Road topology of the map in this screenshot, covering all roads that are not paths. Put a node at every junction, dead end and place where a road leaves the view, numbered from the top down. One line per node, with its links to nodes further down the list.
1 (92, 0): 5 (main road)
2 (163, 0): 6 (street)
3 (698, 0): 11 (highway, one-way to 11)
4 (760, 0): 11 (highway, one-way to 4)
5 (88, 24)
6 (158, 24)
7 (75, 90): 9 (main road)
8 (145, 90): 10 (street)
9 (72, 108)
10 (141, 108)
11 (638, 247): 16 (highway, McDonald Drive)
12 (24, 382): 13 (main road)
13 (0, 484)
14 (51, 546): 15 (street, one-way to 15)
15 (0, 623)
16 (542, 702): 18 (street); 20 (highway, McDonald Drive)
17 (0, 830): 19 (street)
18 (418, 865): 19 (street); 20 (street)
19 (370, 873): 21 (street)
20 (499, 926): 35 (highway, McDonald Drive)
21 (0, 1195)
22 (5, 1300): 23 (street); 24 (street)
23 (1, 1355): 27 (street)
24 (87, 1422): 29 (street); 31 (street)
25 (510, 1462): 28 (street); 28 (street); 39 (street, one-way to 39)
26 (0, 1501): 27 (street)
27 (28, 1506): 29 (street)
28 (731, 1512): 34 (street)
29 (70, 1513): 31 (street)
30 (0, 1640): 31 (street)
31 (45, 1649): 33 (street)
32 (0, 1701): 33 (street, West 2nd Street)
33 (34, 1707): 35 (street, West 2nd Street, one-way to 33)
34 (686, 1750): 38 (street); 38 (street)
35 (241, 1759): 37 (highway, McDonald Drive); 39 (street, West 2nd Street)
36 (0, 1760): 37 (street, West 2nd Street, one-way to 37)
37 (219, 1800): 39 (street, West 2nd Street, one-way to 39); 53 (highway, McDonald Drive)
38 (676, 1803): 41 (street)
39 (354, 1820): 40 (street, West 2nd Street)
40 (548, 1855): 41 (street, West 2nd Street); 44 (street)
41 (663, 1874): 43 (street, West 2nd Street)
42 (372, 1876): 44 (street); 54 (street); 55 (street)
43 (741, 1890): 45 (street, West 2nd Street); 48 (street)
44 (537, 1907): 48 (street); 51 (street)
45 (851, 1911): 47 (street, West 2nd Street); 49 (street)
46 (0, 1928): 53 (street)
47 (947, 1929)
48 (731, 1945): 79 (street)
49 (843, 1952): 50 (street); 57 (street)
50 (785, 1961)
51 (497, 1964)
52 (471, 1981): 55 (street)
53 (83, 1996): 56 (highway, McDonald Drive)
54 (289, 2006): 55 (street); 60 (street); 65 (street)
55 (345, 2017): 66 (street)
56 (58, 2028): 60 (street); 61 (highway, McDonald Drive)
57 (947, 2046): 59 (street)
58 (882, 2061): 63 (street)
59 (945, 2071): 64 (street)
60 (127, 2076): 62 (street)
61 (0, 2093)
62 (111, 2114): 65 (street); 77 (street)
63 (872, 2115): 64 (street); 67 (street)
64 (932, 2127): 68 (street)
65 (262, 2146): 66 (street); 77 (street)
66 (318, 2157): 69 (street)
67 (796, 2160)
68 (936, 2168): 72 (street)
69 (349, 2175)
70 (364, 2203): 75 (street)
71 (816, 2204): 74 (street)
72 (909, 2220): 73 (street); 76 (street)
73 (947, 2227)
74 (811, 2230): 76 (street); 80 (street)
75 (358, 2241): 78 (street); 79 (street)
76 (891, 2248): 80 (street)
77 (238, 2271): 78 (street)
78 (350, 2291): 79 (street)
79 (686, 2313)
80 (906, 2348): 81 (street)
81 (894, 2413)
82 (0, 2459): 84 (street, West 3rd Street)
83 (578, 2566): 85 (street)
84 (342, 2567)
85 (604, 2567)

▶ [Directions]:
Transcribe each record exactly as it is written above.

▶ [Task solution]:
Road topology of the map in this screenshot, covering all roads that are not paths. Put a node at every junction, dead end and place where a road leaves the view, numbered from the top down. One line per node, with its links to nodes further down the list.
1 (92, 0): 5 (main road)
2 (163, 0): 6 (street)
3 (698, 0): 11 (highway, one-way to 11)
4 (760, 0): 11 (highway, one-way to 4)
5 (88, 24)
6 (158, 24)
7 (75, 90): 9 (main road)
8 (145, 90): 10 (street)
9 (72, 108)
10 (141, 108)
11 (638, 247): 16 (highway, McDonald Drive)
12 (24, 382): 13 (main road)
13 (0, 484)
14 (51, 546): 15 (street, one-way to 15)
15 (0, 623)
16 (542, 702): 18 (street); 20 (highway, McDonald Drive)
17 (0, 830): 19 (street)
18 (418, 865): 19 (street); 20 (street)
19 (370, 873): 21 (street)
20 (499, 926): 35 (highway, McDonald Drive)
21 (0, 1195)
22 (5, 1300): 23 (street); 24 (street)
23 (1, 1355): 27 (street)
24 (87, 1422): 29 (street); 31 (street)
25 (510, 1462): 28 (street); 28 (street); 39 (street, one-way to 39)
26 (0, 1501): 27 (street)
27 (28, 1506): 29 (street)
28 (731, 1512): 34 (street)
29 (70, 1513): 31 (street)
30 (0, 1640): 31 (street)
31 (45, 1649): 33 (street)
32 (0, 1701): 33 (street, West 2nd Street)
33 (34, 1707): 35 (street, West 2nd Street, one-way to 33)
34 (686, 1750): 38 (street); 38 (street)
35 (241, 1759): 37 (highway, McDonald Drive); 39 (street, West 2nd Street)
36 (0, 1760): 37 (street, West 2nd Street, one-way to 37)
37 (219, 1800): 39 (street, West 2nd Street, one-way to 39); 53 (highway, McDonald Drive)
38 (676, 1803): 41 (street)
39 (354, 1820): 40 (street, West 2nd Street)
40 (548, 1855): 41 (street, West 2nd Street); 44 (street)
41 (663, 1874): 43 (street, West 2nd Street)
42 (372, 1876): 44 (street); 54 (street); 55 (street)
43 (741, 1890): 45 (street, West 2nd Street); 48 (street)
44 (537, 1907): 48 (street); 51 (street)
45 (851, 1911): 47 (street, West 2nd Street); 49 (street)
46 (0, 1928): 53 (street)
47 (947, 1929)
48 (731, 1945): 79 (street)
49 (843, 1952): 50 (street); 57 (street)
50 (785, 1961)
51 (497, 1964)
52 (471, 1981): 55 (street)
53 (83, 1996): 56 (highway, McDonald Drive)
54 (289, 2006): 55 (street); 60 (street); 65 (street)
55 (345, 2017): 66 (street)
56 (58, 2028): 60 (street); 61 (highway, McDonald Drive)
57 (947, 2046): 59 (street)
58 (882, 2061): 63 (street)
59 (945, 2071): 64 (street)
60 (127, 2076): 62 (street)
61 (0, 2093)
62 (111, 2114): 65 (street); 77 (street)
63 (872, 2115): 64 (street); 67 (street)
64 (932, 2127): 68 (street)
65 (262, 2146): 66 (street); 77 (street)
66 (318, 2157): 69 (street)
67 (796, 2160)
68 (936, 2168): 72 (street)
69 (349, 2175)
70 (364, 2203): 75 (street)
71 (816, 2204): 74 (street)
72 (909, 2220): 73 (street); 76 (street)
73 (947, 2227)
74 (811, 2230): 76 (street); 80 (street)
75 (358, 2241): 78 (street); 79 (street)
76 (891, 2248): 80 (street)
77 (238, 2271): 78 (street)
78 (350, 2291): 79 (street)
79 (686, 2313)
80 (906, 2348): 81 (street)
81 (894, 2413)
82 (0, 2459): 84 (street, West 3rd Street)
83 (578, 2566): 85 (street)
84 (342, 2567)
85 (604, 2567)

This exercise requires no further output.